**The task:**
Extract each line holding the word "points" from the entries.

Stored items
>>>>
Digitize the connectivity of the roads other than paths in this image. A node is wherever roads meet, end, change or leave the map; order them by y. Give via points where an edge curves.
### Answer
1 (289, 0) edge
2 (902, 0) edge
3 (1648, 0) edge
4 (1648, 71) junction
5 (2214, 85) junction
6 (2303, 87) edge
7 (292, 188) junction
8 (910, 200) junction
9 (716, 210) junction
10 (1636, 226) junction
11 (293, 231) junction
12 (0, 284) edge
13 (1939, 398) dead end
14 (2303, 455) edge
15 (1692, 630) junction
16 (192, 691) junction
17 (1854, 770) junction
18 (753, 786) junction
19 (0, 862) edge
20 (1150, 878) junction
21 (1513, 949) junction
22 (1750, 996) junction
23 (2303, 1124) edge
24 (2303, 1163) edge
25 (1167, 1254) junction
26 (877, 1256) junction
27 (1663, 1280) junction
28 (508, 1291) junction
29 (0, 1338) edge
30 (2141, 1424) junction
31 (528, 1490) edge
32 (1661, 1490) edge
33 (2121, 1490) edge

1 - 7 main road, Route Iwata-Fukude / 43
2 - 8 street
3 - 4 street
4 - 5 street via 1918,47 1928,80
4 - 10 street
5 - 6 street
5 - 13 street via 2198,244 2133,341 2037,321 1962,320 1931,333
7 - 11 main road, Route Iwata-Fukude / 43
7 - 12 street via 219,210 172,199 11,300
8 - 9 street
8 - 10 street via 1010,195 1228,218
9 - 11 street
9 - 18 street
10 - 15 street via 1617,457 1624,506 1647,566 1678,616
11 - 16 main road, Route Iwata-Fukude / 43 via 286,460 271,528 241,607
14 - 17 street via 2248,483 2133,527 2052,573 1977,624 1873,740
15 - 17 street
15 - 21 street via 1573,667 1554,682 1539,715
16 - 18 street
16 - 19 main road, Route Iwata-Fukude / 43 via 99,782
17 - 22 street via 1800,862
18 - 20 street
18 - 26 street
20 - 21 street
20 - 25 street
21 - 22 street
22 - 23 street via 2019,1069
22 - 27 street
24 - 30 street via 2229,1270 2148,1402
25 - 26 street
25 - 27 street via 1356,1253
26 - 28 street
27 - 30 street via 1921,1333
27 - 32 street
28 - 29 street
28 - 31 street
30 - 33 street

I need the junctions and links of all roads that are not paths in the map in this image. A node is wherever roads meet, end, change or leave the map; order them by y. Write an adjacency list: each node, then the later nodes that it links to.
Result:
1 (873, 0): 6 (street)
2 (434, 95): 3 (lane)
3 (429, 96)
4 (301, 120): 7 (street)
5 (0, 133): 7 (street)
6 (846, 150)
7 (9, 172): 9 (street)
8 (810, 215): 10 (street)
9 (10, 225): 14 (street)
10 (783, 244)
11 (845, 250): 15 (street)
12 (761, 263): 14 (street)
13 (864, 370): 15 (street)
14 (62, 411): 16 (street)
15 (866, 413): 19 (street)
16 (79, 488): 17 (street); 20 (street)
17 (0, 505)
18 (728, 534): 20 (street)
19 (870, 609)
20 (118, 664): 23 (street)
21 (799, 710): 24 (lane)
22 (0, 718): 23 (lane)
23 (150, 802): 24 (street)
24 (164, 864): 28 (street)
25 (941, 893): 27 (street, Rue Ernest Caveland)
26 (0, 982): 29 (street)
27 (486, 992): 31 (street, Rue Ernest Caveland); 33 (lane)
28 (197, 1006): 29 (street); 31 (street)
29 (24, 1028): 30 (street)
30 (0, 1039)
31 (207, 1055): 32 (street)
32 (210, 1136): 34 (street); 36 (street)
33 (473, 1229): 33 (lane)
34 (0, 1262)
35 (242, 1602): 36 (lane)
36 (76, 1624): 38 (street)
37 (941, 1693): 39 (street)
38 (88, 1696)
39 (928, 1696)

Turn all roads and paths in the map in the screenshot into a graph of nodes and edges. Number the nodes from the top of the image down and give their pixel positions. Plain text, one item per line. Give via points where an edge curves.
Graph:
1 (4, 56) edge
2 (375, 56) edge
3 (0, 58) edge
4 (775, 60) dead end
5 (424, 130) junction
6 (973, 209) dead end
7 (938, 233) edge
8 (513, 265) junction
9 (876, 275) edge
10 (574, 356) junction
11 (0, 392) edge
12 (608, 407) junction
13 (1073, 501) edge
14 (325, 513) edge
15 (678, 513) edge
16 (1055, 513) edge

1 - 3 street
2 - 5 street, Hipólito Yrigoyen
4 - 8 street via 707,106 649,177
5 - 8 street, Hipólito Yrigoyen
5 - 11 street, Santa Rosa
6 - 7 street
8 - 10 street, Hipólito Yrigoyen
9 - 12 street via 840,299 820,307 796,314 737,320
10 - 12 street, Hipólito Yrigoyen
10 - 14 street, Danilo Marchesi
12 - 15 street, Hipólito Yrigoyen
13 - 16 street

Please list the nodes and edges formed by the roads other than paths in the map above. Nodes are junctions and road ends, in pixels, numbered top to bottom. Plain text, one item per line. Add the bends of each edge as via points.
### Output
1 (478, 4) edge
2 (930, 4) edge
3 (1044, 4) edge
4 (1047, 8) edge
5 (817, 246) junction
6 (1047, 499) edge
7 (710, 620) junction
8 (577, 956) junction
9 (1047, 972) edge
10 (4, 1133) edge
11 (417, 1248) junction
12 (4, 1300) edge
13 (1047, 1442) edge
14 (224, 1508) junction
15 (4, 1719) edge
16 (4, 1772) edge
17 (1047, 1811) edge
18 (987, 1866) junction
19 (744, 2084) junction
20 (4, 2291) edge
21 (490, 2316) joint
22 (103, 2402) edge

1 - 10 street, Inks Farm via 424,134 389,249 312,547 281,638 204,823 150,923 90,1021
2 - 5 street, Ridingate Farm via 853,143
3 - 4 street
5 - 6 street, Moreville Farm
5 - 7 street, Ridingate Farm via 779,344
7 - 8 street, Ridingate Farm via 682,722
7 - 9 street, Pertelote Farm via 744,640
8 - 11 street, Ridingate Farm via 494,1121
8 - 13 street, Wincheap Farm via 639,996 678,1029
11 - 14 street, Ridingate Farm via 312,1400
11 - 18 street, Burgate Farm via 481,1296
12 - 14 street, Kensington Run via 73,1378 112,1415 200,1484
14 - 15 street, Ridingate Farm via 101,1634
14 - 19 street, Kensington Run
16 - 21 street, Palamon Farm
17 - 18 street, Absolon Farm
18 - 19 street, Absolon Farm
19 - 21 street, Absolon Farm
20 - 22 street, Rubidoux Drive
<<<<
**Reply to the exercise:**
Digitize the connectivity of the roads other than paths in this image. A node is wherever roads meet, end, change or leave the map; order them by y. Give via points where an edge curves.
Turn all roads and paths in the map in the screenshot into a graph of nodes and edges. Number the nodes from the top of the image down and give their pixel positions. Plain text, one item per line. Give via points where an edge curves.
Please list the nodes and edges formed by the roads other than paths in the map above. Nodes are junctions and road ends, in pixels, numbered top to bottom. Plain text, one item per line. Add the bends of each edge as via points.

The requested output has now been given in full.